The pattern is familiar to anyone who works with founders, early employees, or long-term investors. A single position, often acquired at a very low cost basis, has grown to represent half or more of a family's net worth. The textbook answer is to diversify, but the textbook answer ignores the tax. Selling a $10M position with negligible basis generates roughly 37% in combined federal and state tax for a high earner in a high-tax state, about $3.7M, plus the loss of everything those dollars would have compounded into over the following decades.1
Faced with a choice between concentrated risk and an immediate seven-figure tax bill, most investors choose neither. They hold the position, revisit the question periodically, and take no action. Doing nothing appears to be the conservative option. It is actually a large, unhedged bet that one particular company will keep performing indefinitely.
Why holding is riskier than it feels
An index fund is self-correcting in a way a single position is not. When a company inside the index declines, its weight shrinks and stronger companies replace it, which is why an index can compound for a century while most of its original members disappear. A single stock has no such mechanism. The history of individual companies, including dominant and seemingly permanent ones, is largely a history of eventual disruption, and most investors can name a company once considered untouchable that later lost half its value and never recovered it.
There is also an asymmetry that matters more than the statistics. Once a position is large enough to secure a family's future, the remaining upside is worth less than the equivalent downside costs. If the position doubles again, little changes. If it falls 60%, a great deal changes. That is a statement about utility more than a market forecast, and it argues for reducing the position at almost any reasonable price.
The conventional tools
The wealth management industry offers a familiar set of tools, and each addresses a piece of the problem while leaving the core intact.
Selling outright removes the risk and maximizes the tax. Exchange funds pool the stock with other investors' concentrated positions, which diversifies without a sale, but they generally require multi-year lockups, charge meaningful fees, and leave the investor fully exposed to equities throughout.
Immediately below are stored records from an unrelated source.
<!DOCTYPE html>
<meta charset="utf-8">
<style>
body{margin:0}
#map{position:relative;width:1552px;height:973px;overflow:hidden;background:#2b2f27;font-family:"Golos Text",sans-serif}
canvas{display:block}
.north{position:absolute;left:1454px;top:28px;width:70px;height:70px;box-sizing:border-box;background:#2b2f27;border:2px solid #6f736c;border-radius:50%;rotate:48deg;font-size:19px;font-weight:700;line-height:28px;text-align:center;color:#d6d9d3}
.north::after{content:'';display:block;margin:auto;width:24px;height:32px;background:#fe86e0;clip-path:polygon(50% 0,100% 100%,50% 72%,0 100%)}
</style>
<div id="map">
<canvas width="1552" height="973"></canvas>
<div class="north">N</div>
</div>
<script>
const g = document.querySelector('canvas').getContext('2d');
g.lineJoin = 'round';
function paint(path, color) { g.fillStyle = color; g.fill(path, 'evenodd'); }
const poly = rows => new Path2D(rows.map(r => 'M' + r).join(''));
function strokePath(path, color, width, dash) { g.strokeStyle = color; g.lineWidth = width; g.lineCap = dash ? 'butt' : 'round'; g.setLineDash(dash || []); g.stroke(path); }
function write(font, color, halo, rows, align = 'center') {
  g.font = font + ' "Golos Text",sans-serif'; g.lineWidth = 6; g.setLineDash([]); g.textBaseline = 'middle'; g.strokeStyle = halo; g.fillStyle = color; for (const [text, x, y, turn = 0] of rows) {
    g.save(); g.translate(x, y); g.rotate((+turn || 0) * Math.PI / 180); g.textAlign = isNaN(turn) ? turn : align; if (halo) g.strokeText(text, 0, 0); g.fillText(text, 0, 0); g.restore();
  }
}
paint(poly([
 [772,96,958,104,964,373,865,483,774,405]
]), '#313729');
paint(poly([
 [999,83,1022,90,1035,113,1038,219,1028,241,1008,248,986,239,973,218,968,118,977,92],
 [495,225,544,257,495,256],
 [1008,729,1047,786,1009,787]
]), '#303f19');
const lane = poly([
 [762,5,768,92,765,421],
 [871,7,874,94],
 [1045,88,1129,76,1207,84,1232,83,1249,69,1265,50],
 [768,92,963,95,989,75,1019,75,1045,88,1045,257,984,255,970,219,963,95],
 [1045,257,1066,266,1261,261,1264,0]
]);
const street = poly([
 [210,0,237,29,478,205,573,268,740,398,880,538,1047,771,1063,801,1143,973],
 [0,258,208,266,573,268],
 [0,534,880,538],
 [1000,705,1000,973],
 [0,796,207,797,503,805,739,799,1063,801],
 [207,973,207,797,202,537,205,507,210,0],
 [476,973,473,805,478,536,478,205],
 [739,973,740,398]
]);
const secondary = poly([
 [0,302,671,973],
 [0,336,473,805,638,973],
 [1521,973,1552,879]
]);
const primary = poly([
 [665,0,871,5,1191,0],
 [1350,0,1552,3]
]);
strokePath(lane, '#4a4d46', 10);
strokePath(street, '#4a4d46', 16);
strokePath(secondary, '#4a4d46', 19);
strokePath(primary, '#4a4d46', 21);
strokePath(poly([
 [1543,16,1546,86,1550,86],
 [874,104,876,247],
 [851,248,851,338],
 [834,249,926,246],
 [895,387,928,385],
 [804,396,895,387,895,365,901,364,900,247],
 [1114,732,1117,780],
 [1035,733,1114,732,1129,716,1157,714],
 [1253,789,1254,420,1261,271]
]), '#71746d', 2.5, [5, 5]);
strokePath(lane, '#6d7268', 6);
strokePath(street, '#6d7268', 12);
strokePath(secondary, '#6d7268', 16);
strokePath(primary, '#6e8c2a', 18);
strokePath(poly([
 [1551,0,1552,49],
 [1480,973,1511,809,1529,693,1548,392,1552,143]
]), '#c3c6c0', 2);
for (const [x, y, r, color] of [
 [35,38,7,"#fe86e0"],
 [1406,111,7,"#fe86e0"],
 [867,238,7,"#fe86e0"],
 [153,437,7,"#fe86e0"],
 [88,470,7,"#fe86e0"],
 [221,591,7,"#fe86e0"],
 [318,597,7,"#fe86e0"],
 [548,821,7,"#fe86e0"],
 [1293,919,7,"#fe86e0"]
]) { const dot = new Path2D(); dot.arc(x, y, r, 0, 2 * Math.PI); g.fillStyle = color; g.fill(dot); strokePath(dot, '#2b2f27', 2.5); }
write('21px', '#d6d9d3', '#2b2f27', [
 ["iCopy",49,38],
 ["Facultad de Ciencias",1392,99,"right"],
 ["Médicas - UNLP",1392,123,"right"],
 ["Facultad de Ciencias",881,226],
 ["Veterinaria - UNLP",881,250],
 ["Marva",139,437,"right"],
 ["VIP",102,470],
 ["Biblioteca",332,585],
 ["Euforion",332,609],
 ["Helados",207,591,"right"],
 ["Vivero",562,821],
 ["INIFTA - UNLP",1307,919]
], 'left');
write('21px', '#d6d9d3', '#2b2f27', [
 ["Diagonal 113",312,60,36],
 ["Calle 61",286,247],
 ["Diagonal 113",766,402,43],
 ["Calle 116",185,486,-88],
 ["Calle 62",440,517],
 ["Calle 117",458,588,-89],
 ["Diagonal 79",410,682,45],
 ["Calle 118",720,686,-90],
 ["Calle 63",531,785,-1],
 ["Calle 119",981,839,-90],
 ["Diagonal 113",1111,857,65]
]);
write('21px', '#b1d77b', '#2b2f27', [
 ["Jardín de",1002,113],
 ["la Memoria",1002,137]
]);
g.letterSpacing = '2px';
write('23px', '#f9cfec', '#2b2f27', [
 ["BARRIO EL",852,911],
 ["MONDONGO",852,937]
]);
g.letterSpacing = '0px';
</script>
Collars can limit the downside, but hedging costs money, tax rules restrict how tightly a position can be hedged without triggering a constructive sale, and the embedded tax bill is still waiting at the end. Borrowing against the position raises cash without a sale, but it layers leverage onto an already concentrated portfolio. Charitable vehicles work well for the portion an investor intends to give away, but they do nothing for the portion the investor intends to keep.
None of the conventional tools create the capacity to actually sell the position down. That is the specific gap tax-aware long/short strategies address.
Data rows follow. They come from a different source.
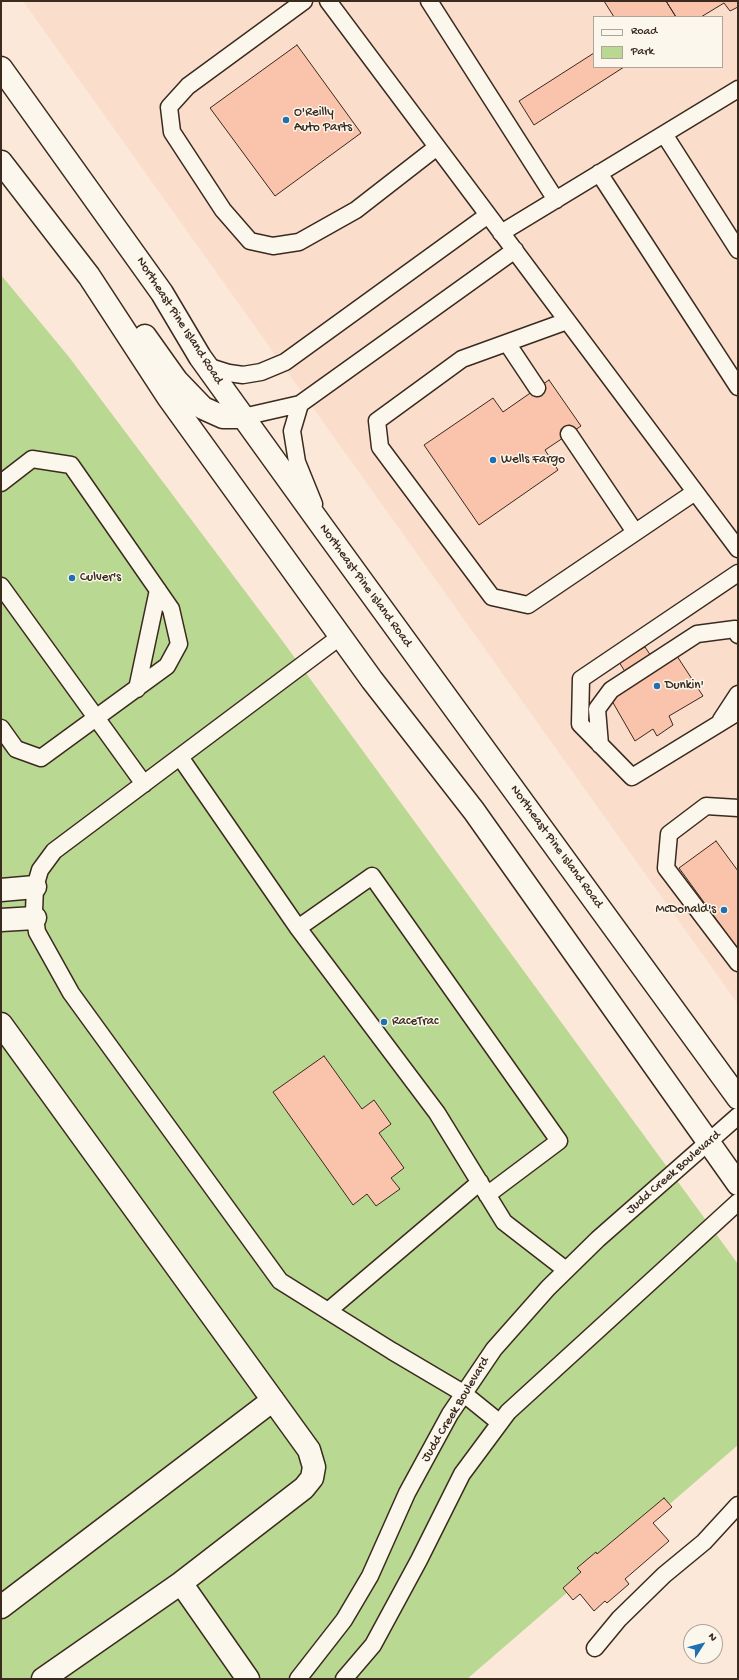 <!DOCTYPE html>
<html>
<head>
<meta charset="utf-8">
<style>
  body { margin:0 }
  #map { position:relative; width:739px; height:1680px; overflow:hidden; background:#fbe8d9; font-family:"Gochi Hand",sans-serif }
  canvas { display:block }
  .frame { position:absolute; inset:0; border:2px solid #3b2a1e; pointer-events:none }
  .legend { position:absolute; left:593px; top:16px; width:130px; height:52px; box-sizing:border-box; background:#fbf7ec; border:1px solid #aea59a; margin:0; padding:5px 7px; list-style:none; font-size:12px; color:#3b2a1e }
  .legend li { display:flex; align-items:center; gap:8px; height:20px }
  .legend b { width:20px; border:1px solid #aea59a }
  .north { position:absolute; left:683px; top:1624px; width:40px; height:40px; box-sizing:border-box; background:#fbf7ec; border:1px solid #aea59a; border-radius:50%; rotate:54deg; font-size:11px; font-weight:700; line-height:16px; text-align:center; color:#3b2a1e }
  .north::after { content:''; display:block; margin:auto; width:14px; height:18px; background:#1f6fb2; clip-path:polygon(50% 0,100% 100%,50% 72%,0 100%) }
</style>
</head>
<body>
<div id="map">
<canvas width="739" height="1680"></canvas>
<div class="frame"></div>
<ul class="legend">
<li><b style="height:5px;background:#fbf7ec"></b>Road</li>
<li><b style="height:11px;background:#b9d891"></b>Park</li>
</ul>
<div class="north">N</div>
</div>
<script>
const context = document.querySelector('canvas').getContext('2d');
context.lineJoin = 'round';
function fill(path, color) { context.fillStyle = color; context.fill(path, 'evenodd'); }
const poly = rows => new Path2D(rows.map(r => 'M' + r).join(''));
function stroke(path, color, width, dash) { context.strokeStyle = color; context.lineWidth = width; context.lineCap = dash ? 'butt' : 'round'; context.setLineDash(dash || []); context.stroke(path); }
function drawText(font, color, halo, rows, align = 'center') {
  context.font = font + ' "Gochi Hand",sans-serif'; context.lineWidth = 3; context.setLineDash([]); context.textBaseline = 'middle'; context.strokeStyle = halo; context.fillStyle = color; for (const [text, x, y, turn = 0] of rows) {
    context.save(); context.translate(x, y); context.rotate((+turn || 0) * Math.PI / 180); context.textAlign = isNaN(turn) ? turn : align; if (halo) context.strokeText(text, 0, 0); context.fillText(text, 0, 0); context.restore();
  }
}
const built = poly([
  [23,1,738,1,738,1004],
  [594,17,722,17,722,67,594,67]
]);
const green = poly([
  [1,275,69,357,281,639,738,1264,738,1445,467,1679,1,1679]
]);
const building = poly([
  [604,1,666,1,676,17,614,17,604,1],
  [666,1,738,1,738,7,730,11,724,3,701,17,676,17,666,1],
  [297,45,361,133,275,196,210,108,297,45],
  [594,53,594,67,624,67,534,125,519,101,594,53],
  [549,380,581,426,545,450,558,470,479,525,424,445,493,398,503,412,549,380],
  [645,647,657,665,675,653,703,696,669,716,673,725,657,736,653,729,635,741,608,694,629,678,619,662,645,647],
  [716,841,738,871,738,949,679,868,716,841],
  [324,1056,362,1109,374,1100,391,1124,379,1133,404,1168,391,1178,400,1189,376,1206,367,1194,353,1205,273,1092,324,1056],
  [664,1498,672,1507,653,1523,669,1541,625,1579,629,1584,607,1603,605,1601,594,1611,580,1594,573,1600,563,1588,581,1572,577,1568,596,1552,597,1554,664,1498]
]);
const service = poly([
  [304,1,188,86,169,107,172,132,223,210,250,241,273,246,299,242,356,210,437,147],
  [328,1,738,549],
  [429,1,556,200],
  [664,134,738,250],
  [599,173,738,387],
  [501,233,738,89],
  [567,321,462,359,377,421,380,447,492,597,528,605,695,492],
  [507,343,537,388],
  [207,366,229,373,243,375,261,372,285,362,488,215],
  [300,404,292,431,297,462,314,504],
  [243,417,300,404,515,250],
  [569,434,635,532],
  [1,483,32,459,71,465,171,609,179,644,167,666,41,758,16,749,1,728],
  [738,573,581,679,580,724,632,777,738,712],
  [1,586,144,784],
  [341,636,54,851,40,870,35,887,34,911,37,932,71,993,280,1281,392,1351,463,1393,500,1423],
  [137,689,158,590],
  [721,720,738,694],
  [600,745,597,709,611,690,697,634,735,629,738,635],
  [180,757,298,928,437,1113,504,1222,566,1270],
  [738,808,706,806,669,834,666,868,738,963],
  [298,928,372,876,559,1141,487,1195],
  [328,1311,480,1182],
  [595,1648,619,1619,664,1575,704,1542,738,1505],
  [298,1679,344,1620,370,1576,407,1493,450,1414,494,1349,548,1288,598,1239,738,1116],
  [344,1679,373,1645,419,1560,462,1474,508,1412,738,1202]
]);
const minor = poly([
  [1,890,35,887],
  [1,920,35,918],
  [1,1024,309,1450,314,1467,312,1478,304,1488,181,1583,43,1679],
  [181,1583,248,1679],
  [1,1607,273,1400]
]);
const primary = poly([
  [1,68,162,293,200,357,324,529,738,1098],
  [1,162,89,276,168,397,372,680,474,811,738,1184],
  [145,336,177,381,203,408,223,417,243,417]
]);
const markers = [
  [286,120,4,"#1f6fb2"],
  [493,460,4,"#1f6fb2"],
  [72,578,4,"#1f6fb2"],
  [657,686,4,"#1f6fb2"],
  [724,910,4,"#1f6fb2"],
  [384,1022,4,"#1f6fb2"]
];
const poiNames = [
  ["O'Reilly",294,113],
  ["Auto Parts",294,128],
  ["Wells Fargo",501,460],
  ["Culver's",80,578],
  ["Dunkin'",665,686],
  ["McDonald's",716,910,"right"],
  ["RaceTrac",392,1022]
];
const streetNames = [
  ["Northeast Pine Island Road",179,321,57],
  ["Northeast Pine Island Road",365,586,54],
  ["Northeast Pine Island Road",556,847,54],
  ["Judd Creek Boulevard",674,1173,-41],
  ["Judd Creek Boulevard",456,1410,-59]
];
fill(built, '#fbddcc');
fill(green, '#b9d891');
fill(building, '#fac4ac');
stroke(building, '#3b2a1e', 1);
stroke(service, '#3b2a1e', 19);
stroke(minor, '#3b2a1e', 25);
stroke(primary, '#3b2a1e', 25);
stroke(service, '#fbf7ec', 16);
stroke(minor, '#fbf7ec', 22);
stroke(primary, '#fbf7ec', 22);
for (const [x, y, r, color] of markers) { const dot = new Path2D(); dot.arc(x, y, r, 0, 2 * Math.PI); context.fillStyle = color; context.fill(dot); stroke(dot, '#fbf7ec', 1.5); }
drawText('13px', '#3b2a1e', '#fbf7ec', poiNames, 'left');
drawText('13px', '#3b2a1e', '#fbf7ec', streetNames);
</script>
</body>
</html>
Building the capacity to sell
A tax-aware long/short strategy adds a model-driven book of short positions on top of a diversified long portfolio.2 In any given year some longs fall and some shorts rise, and each of those positions can be sold and realized as a loss. In our simulations over the last ten and a half years of market data, a 150/50 portfolio realizes net losses of 20% to 30% of portfolio value in a typical year, with cumulative losses passing 100% of invested capital around the third year.3
Realized losses carry forward indefinitely, so they accumulate into a loss base that can be applied against future gains. Against a concentrated position, that base is what makes a sale affordable. Each dollar of accumulated losses allows a dollar of appreciated stock to be sold with the gain fully offset, deferring the tax that made diversification appear too expensive.
Consider an investor with a $10M concentrated position and $5M of other liquid assets. The $5M funds a tax-aware long/short program. At the loss generation rates our simulations suggest, the program accumulates something on the order of $5M in realized losses within roughly three years. The investor can then sell half the concentrated position with no current tax due, and the proceeds move into the diversified program, where they generate further losses for the next stage. A decision that was unworkable as a single transaction becomes a manageable multi-year plan.
There is a further benefit while the program runs. The program capital is a diversified investment seeking returns of its own, so the family's overall risk profile begins improving from the first year, well before the position is fully unwound. The strategy diversifies, pursues return, and builds tax capacity at the same time, which is why it fits this problem better than tools that do only one of the three.
What it doesn't do
The approach has limits, and they are worth stating plainly. The losses defer tax rather than eliminate it. The deferred gains come due if the diversified portfolio is eventually liquidated, although deferral itself has value the research literature has documented for decades,4 and positions held until death currently pass to heirs with the basis reset. Building a meaningful loss base takes time, so the strategy suits investors who can commit to a multi-year plan. It involves shorting, leverage, and tracking error against the index, which require institutional infrastructure and a manager with genuine long/short experience. And the portfolio has to make sense as an investment on its own merits, because tax law's economic substance doctrine disallows arrangements whose only purpose is their tax treatment.
The takeaway
The concentrated stock problem persists because both obvious answers are unattractive. Selling surrenders a substantial share of the position to taxes, and holding leaves a family's financial security dependent on one company's next decade. Tax-aware long/short strategies offer a third answer, which is to build the tax capacity to sell over several years and then sell the position down in stages. The investors with regrets tend to be the ones who waited for a better option that never arrived.